Contrastive Active Inference
Pietro Mazzaglia, Tim Verbelen, Bart Dhoedt

TL;DR
This paper introduces a contrastive objective for active inference that improves scalability, reduces computational costs, and enhances performance in complex, image-based tasks, matching reinforcement learning in goal achievement without requiring explicit rewards.
Contribution
It proposes a novel contrastive approach for active inference that outperforms likelihood-based methods and matches reinforcement learning in complex environments.
Findings
Outperforms likelihood-based active inference in image tasks
Computationally cheaper and easier to train
Handles distractors and goal generalization effectively
Abstract
Active inference is a unifying theory for perception and action resting upon the idea that the brain maintains an internal model of the world by minimizing free energy.
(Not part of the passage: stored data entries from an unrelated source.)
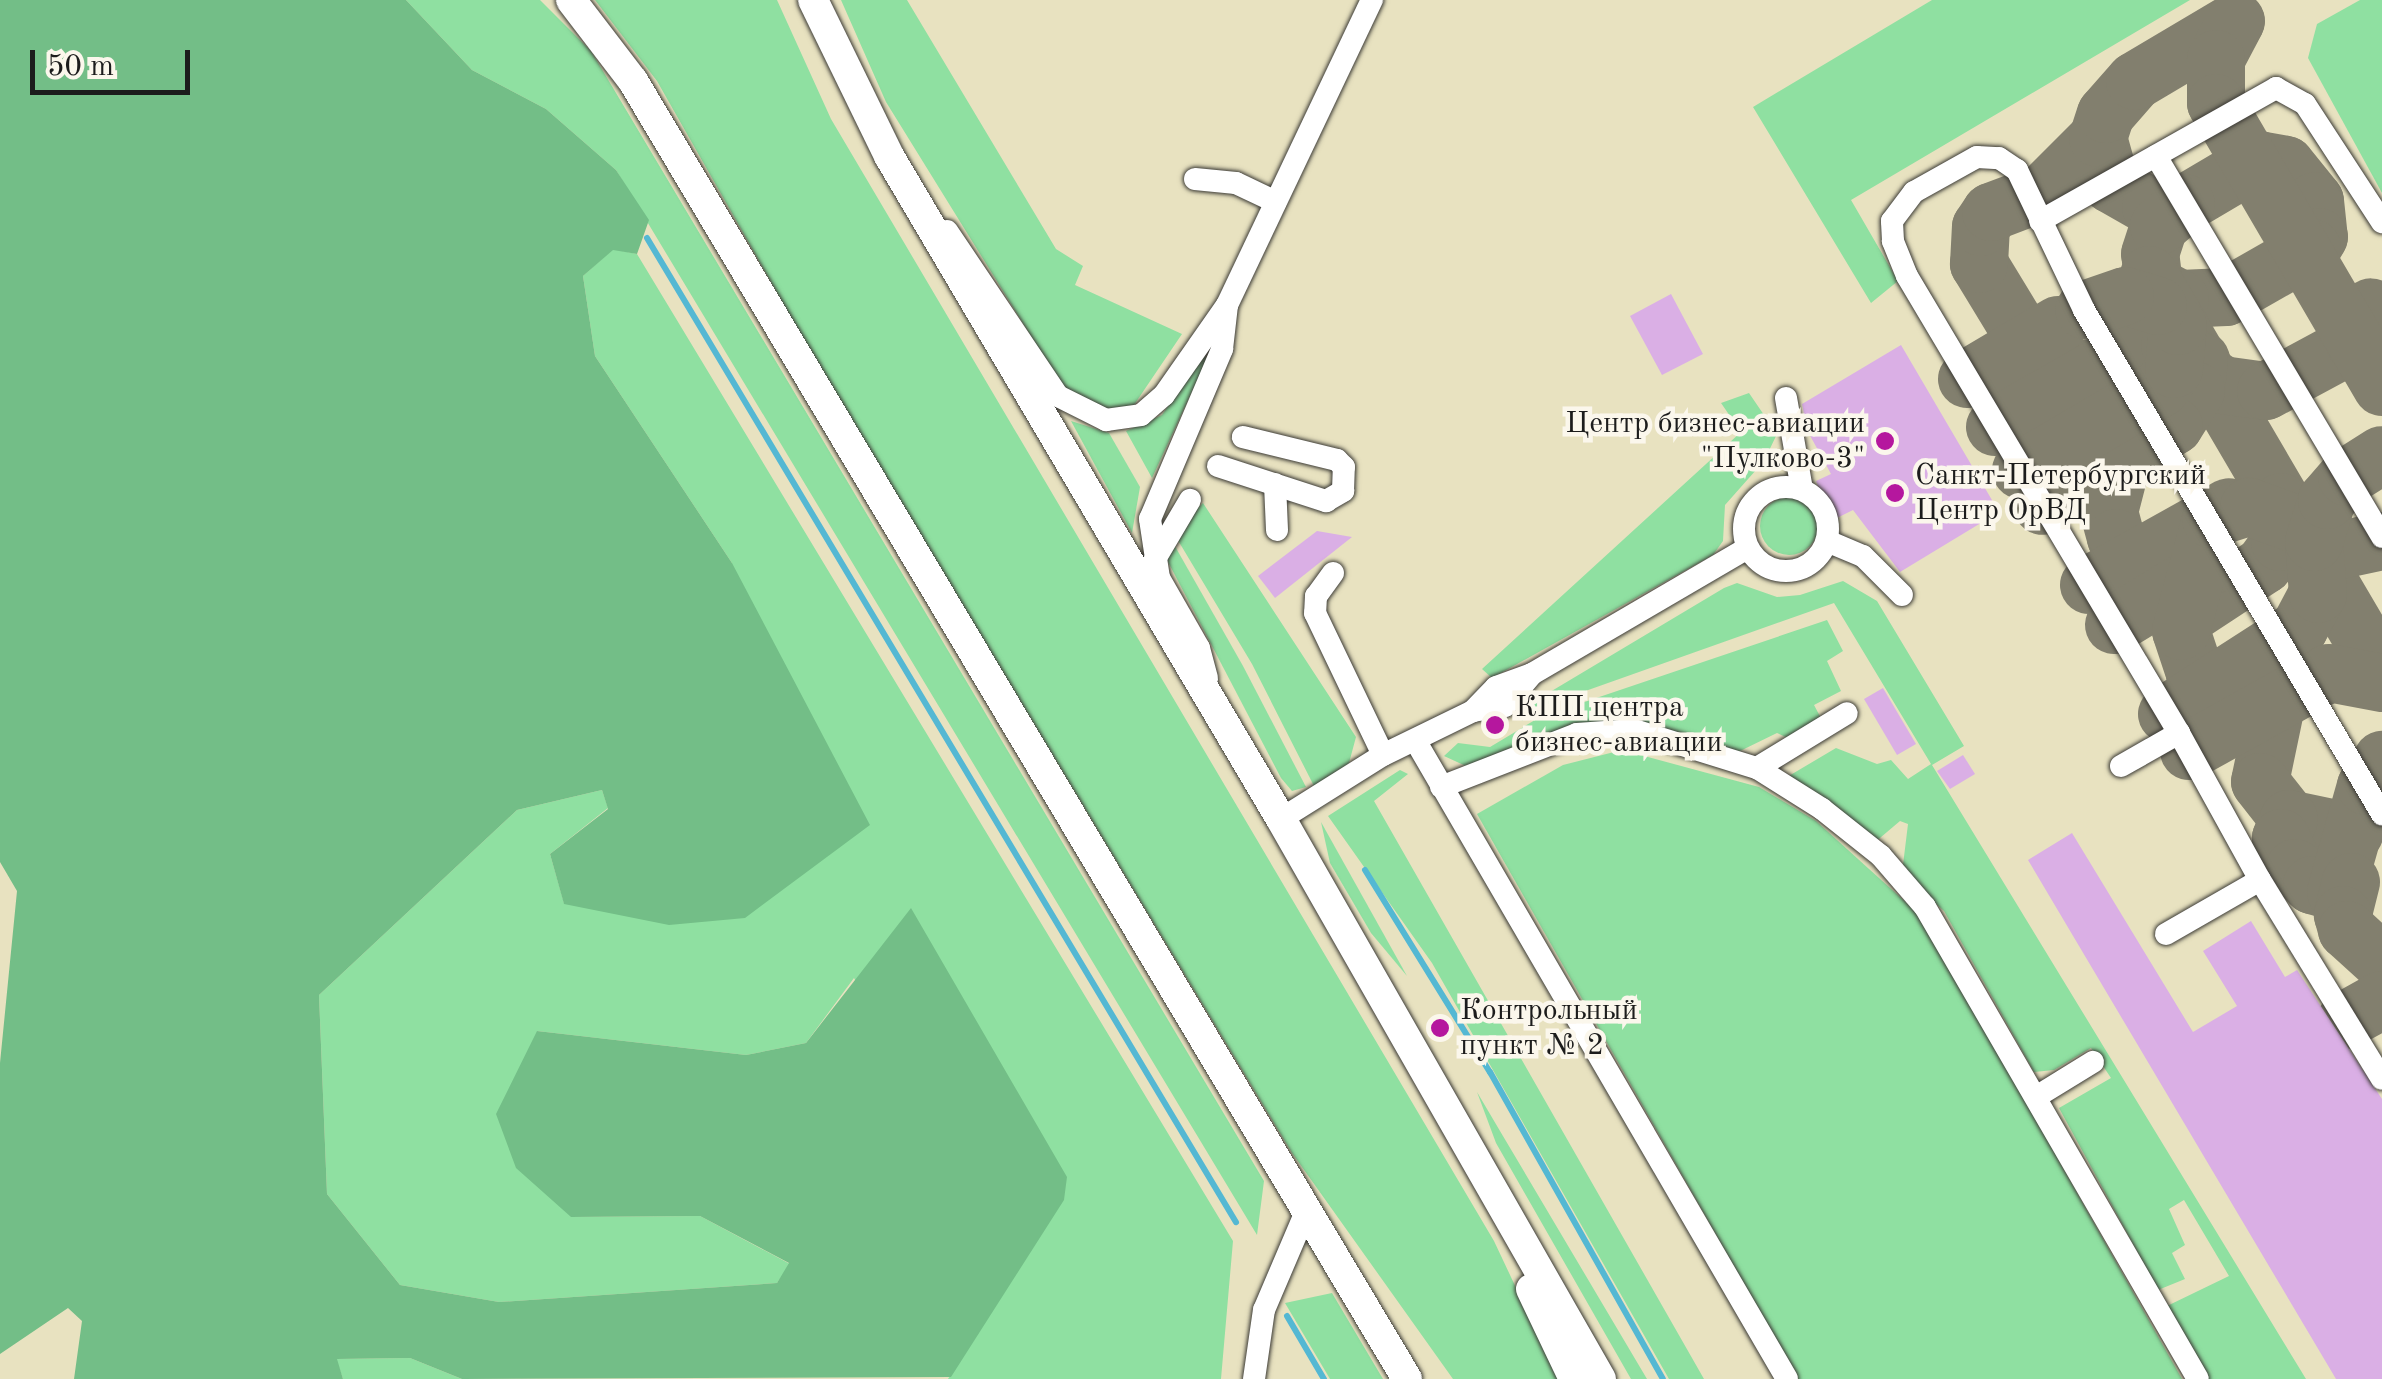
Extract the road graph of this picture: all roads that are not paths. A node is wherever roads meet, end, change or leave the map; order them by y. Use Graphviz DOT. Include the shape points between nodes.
graph roads {
  1 [pos="571,0"];
  2 [pos="813,0"];
  3 [pos="1372,0"];
  4 [pos="2156,156"];
  5 [pos="1195,179"];
  6 [pos="917,200"];
  7 [pos="1276,202"];
  8 [pos="2040,222"];
  9 [pos="2382,222"];
  10 [pos="1227,305"];
  11 [pos="1200,339"];
  12 [pos="1232,353"];
  13 [pos="1786,398"];
  14 [pos="1244,437"];
  15 [pos="1218,466"];
  16 [pos="1275,484"];
  17 [pos="1802,490"];
  18 [pos="1190,500"];
  19 [pos="1277,530"];
  20 [pos="2382,538"];
  21 [pos="1827,541"];
  22 [pos="1748,548"];
  23 [pos="1154,561"];
  24 [pos="1333,573"];
  25 [pos="1902,595"];
  26 [pos="1847,713"];
  27 [pos="1220,721"];
  28 [pos="2179,733"];
  29 [pos="1415,740"];
  30 [pos="1384,755"];
  31 [pos="2121,766"];
  32 [pos="1757,768"];
  33 [pos="1441,787"];
  34 [pos="2382,814"];
  35 [pos="1281,818"];
  36 [pos="2260,880"];
  37 [pos="2166,934"];
  38 [pos="2093,1062"];
  39 [pos="2382,1080"];
  40 [pos="2036,1097"];
  41 [pos="1480,1166"];
  42 [pos="1305,1214"];
  43 [pos="1254,1379"];
  44 [pos="1407,1379"];
  45 [pos="1574,1379"];
  46 [pos="1601,1379"];
  47 [pos="1787,1379"];
  48 [pos="2198,1379"];
  1 -- 42 [label="main road" via="652,112"];
  2 -- 6 [label="main road" via="835,55"];
  3 -- 7 [label="street"];
  4 -- 8 [label="street"];
  4 -- 9 [label="street" via="2276,88 2306,104"];
  4 -- 20 [label="street"];
  5 -- 7 [label="street" via="1236,182"];
  6 -- 11 [label="street" via="963,252 1058,396 1077,409 1106,420 1141,414 1164,395"];
  6 -- 27 [label="main road"];
  7 -- 10 [label="street"];
  8 -- 28 [label="street" via="2017,170 1999,158 1977,157 1914,192 1892,221 1893,241 1907,276"];
  8 -- 34 [label="street" via="2084,310"];
  10 -- 11 [label="street"];
  10 -- 12 [label="street"];
  11 -- 12 [label="street"];
  12 -- 23 [label="street" via="1155,498"];
  13 -- 17 [label="street"];
  14 -- 16 [label="street" via="1337,460 1346,479 1344,491 1326,501"];
  15 -- 16 [label="street"];
  16 -- 19 [label="street"];
  17 -- 21 [label="street" via="1819,502"];
  17 -- 22 [label="street" via="1782,487 1756,501 1744,528"];
  18 -- 23 [label="street"];
  21 -- 22 [label="street" via="1809,564 1780,572"];
  21 -- 25 [label="street" via="1863,556"];
  22 -- 29 [label="street" via="1532,674 1496,686 1473,711"];
  23 -- 27 [label="street" via="1199,648"];
  24 -- 30 [label="street" via="1316,596 1316,612"];
  26 -- 32 [label="street"];
  27 -- 35 [label="main road"];
  28 -- 31 [label="street"];
  28 -- 36 [label="street"];
  29 -- 30 [label="street"];
  29 -- 33 [label="street"];
  30 -- 35 [label="street"];
  32 -- 33 [label="street" via="1634,730 1577,734"];
  32 -- 40 [label="street" via="1822,809 1903,882 1925,908"];
  33 -- 47 [label="street"];
  35 -- 41 [label="main road"];
  36 -- 37 [label="street"];
  36 -- 39 [label="street"];
  38 -- 40 [label="street"];
  40 -- 48 [label="street"];
  41 -- 45 [label="main road"];
  41 -- 46 [label="main road"];
  42 -- 43 [label="street" via="1264,1310"];
  42 -- 44 [label="main road"];
}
From a behavioral perspective, active inference agents can be seen as self-evidencing beings that act to fulfill their optimistic predictions, namely preferred outcomes or goals. In contrast, reinforcement learning requires human-designed rewards to accomplish any desired outcome. Although active inference could provide a more natural self-supervised objective for control, its applicability has been limited because of the shortcomings in scaling the approach to complex environments. In this work, we propose a contrastive objective for active inference that strongly reduces the computational burden in learning the agent's generative model and planning future actions. Our method performs notably better than…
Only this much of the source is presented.